芝區を歩く① 金刀比羅宮から愛宕山 [タイムスリップ]
明治45年発行の「東京名勝図絵」という写真集の
撮影された現場へ行ってみようという
「タイムスリップ 定点比較」シリーズをやってます。
この写真集を見ていると、
現在の港区の一部にあたる芝區の写真が多いんです。
そこで、その芝區を北から南へに縦断しながら、
写真の現場を歩いてみました。
第一回は、金刀比羅宮から愛宕山。
現在の港区は、芝區、赤坂區、麻布區が統合したものです。
そのうち、芝區は北は虎の門から南は品川までの南北に細長い区でした。
明治時代は東京15区。
そのうち三区が現在の港区に含まれます。
古くから町として開けていたんですね。
虎の門の金刀比羅宮です。
毎月10日には参拝者で大賑わいだったそうです。
同じアングルの写真は、隣のビルの二階から撮影しないと駄目でした。。
金刀比羅宮は、大物主神(おおものぬしのかみ)、朱徳天皇(すとくてんのう)を祀った神社です。
私はこれまで一度もお参りしたことがありませんでした。
この日は、休日で閑散としていましたが、普段は霞が関に近く、
開運祈願の参拝者訪も多いようですね。
虎の門 金刀比羅宮のウェブサイトに、当社の歴史についての解説があります。
万治三年(1660年)に讃岐国丸亀藩主であった京極高和が、その藩領内である象頭山に鎮座する、金刀比羅宮(本宮)の御分霊を当時藩邸があった芝・三田の地に勧請し、延宝七年(1679年)、京極高豊の代に現在の虎ノ門(江戸城の裏鬼門にあたる)に遷座致しました。(中略)
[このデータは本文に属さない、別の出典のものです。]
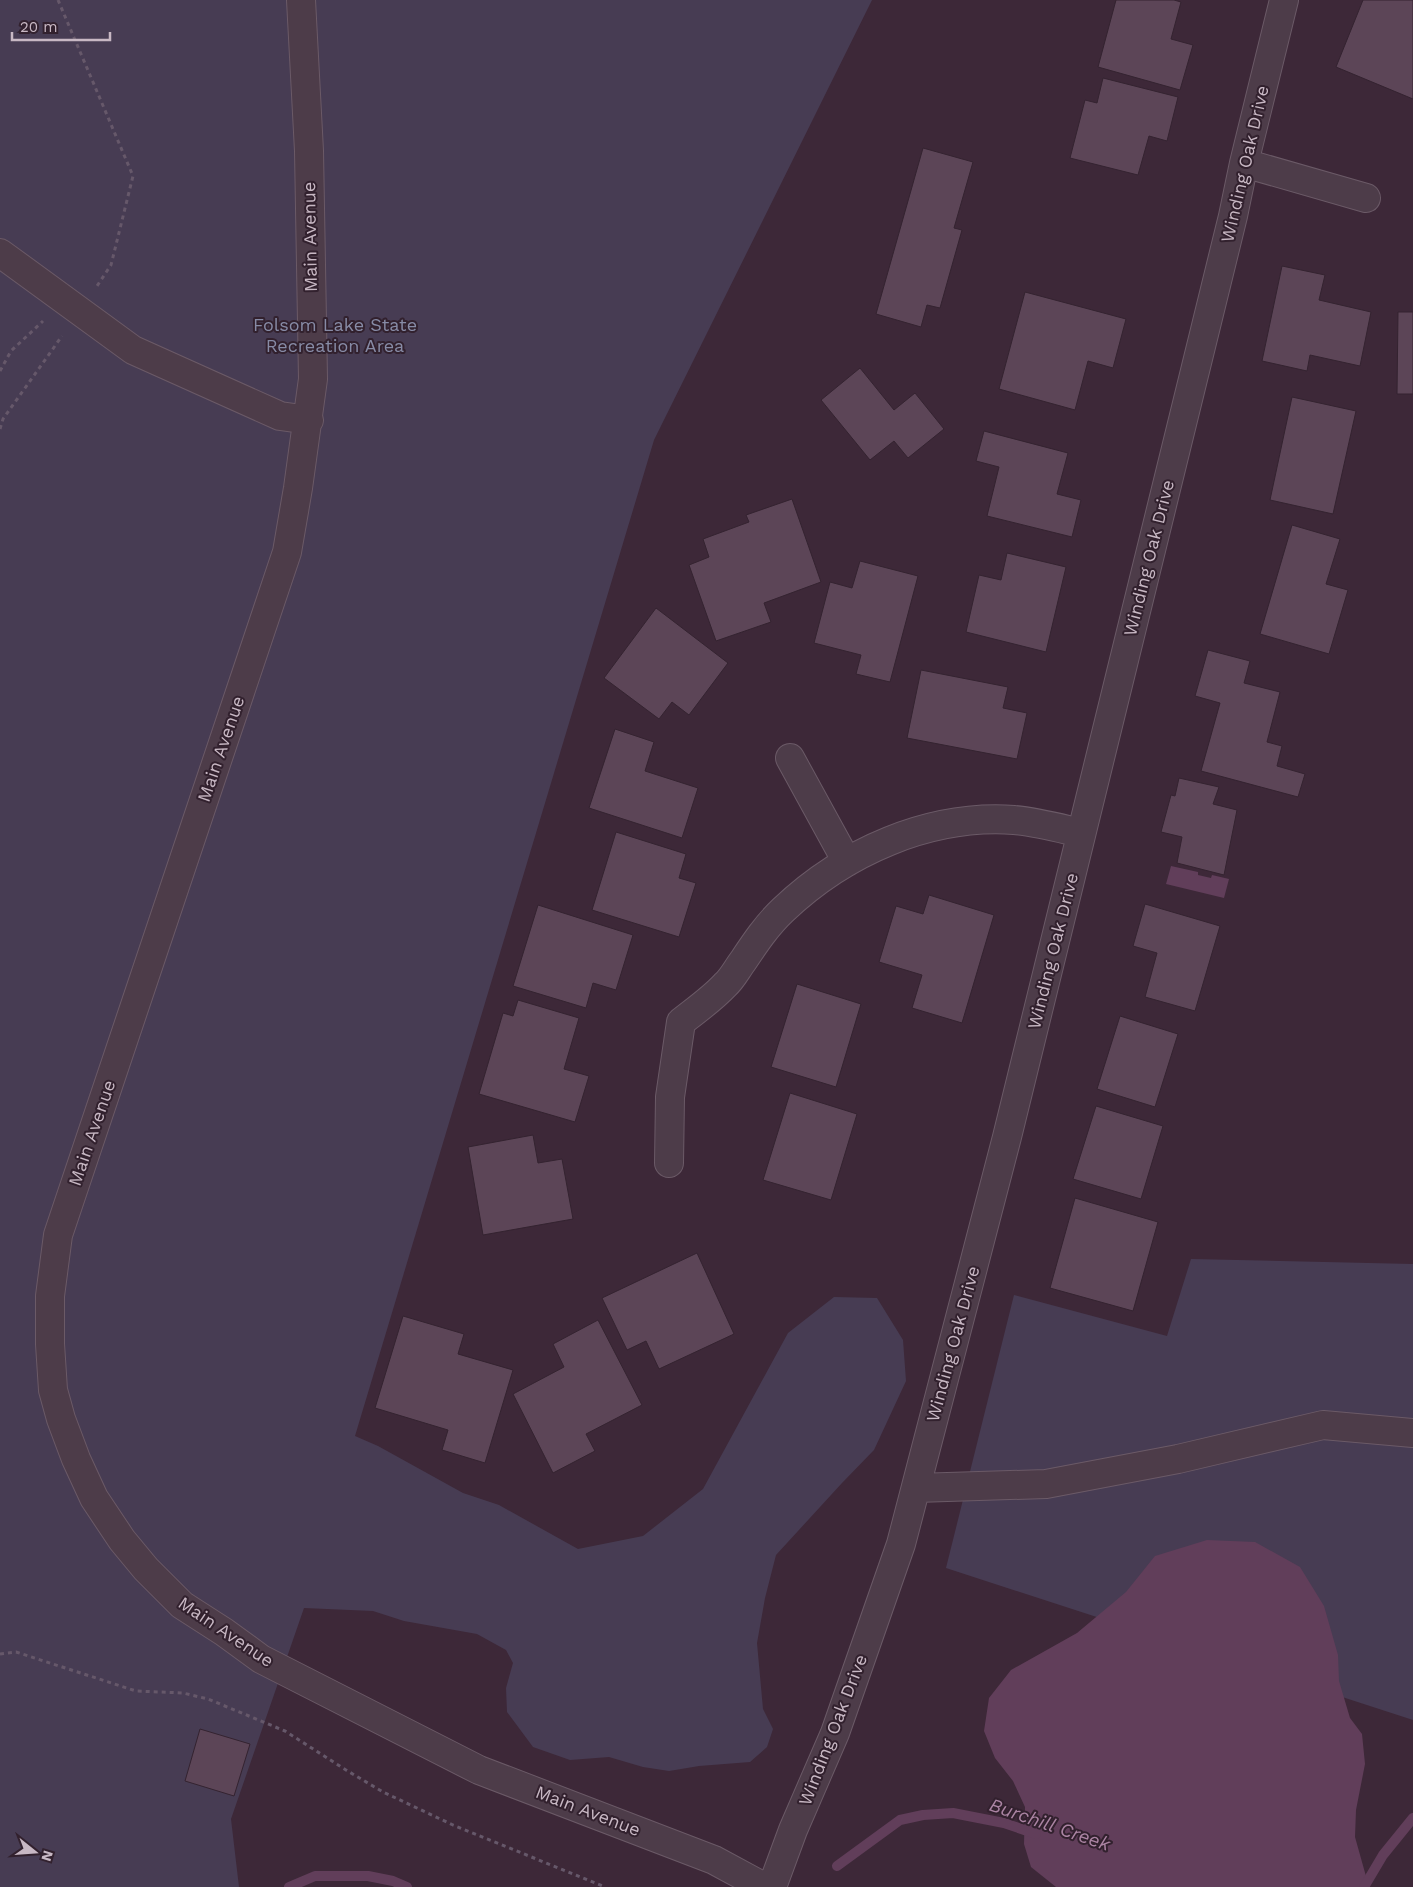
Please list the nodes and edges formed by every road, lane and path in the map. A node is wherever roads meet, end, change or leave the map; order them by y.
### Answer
1 (58, 0) edge
2 (301, 0) edge
3 (1284, 0) edge
4 (1244, 163) junction
5 (1366, 198) dead end
6 (0, 253) edge
7 (73, 306) junction
8 (0, 371) edge
9 (309, 420) junction
10 (0, 429) edge
11 (790, 758) dead end
12 (1081, 833) junction
13 (847, 862) junction
14 (669, 1163) dead end
15 (1413, 1433) edge
16 (916, 1488) junction
17 (0, 1654) edge
18 (605, 1887) edge
19 (764, 1887) edge
20 (772, 1887) edge

1 - 7 path
2 - 9 street, Main Avenue
3 - 4 street, Winding Oak Drive
4 - 5 street
4 - 12 street, Winding Oak Drive
6 - 7 street
7 - 8 path
7 - 9 street
7 - 10 path
9 - 19 street, Main Avenue
11 - 13 street
12 - 13 street
12 - 16 street, Winding Oak Drive
13 - 14 street
15 - 16 street
16 - 20 street, Winding Oak Drive
17 - 18 path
当時は“金毘羅大権現”と称されていましたが、明治二年(1869年)、神仏分離の神祇官の沙汰により事比羅神社に、明治二十二年(1889年)には金刀比羅宮に社号を改称し現在に至ります。
ご神徳は海上守護、大漁満足は勿論のこと、五穀豊穣・殖産興業・招福除災の神として広く庶民に尊信され、東国名社の一つとして知られています。
しかし、この由緒ある神社も高層ビルの真下。
神様たちはどう思っているんでしょうかね。
桜田通りを南へ歩き、現在の地名で、虎の門から愛宕へ向かいます。
虎の門三丁目から愛宕山へ向かうあたりは、
映画「三丁目の夕日」の舞台のイメージとなった場所の一つと聞いています。
しかし、現在では昭和の面影を残す町は完全に壊滅状態です。
地上げ途中の土地と、高層ビルばかりが目につきます。
愛宕山は都心にある独立した小山です。
標高25.7mだそうです。
関東平野といいますが、東京はデコボコした土地にある大都会です。
有名な愛宕神社へと上がる男坂。
坂じゃなくて、階段じゃん!
と言いたくなりますが、東京には〇〇坂と呼ばれる階段がたくさんあります。
こちらは女坂。
写真の状態が悪いのですが、明治末期の男坂です。
一生懸命、登っている人がいますよ。
階段の上から。
子どものころ、急なこの階段を上るのは結構怖かったです。
江戸時代、愛宕山はお花見の名所であると同時に、
江戸の町を一望できる絶景ポイントでした。
愛宕山の写真では、明治から幕末に遡り、
フェリックス・ベアトの写真が有名です。
その撮影された場所から比較してみたいのですが、
現在は木が生い茂りよく見えません。
ベアトの写真では、左から右へ斜めに延びるまっすぐな道が目だちます。
大名屋敷の間を走る、薬師小路と呼ばれた道だと思いますが、
現在、博物館の前庭から降りるエレベーターから正面に見えるこの道は、
その一本南の道でしょう。
ただ、いずれにしても、今は愛宕山が高層ビルに囲まれつつあります。
江戸時代の眺望を望むのは無理な相談でしょう。
愛宕山の西側にも、新たに放送博物館を見下ろすように
高層マンションが顔を出しました。
文化って一体何なんだろう。
愛宕山へ来るといつも考えさせられてしまいます。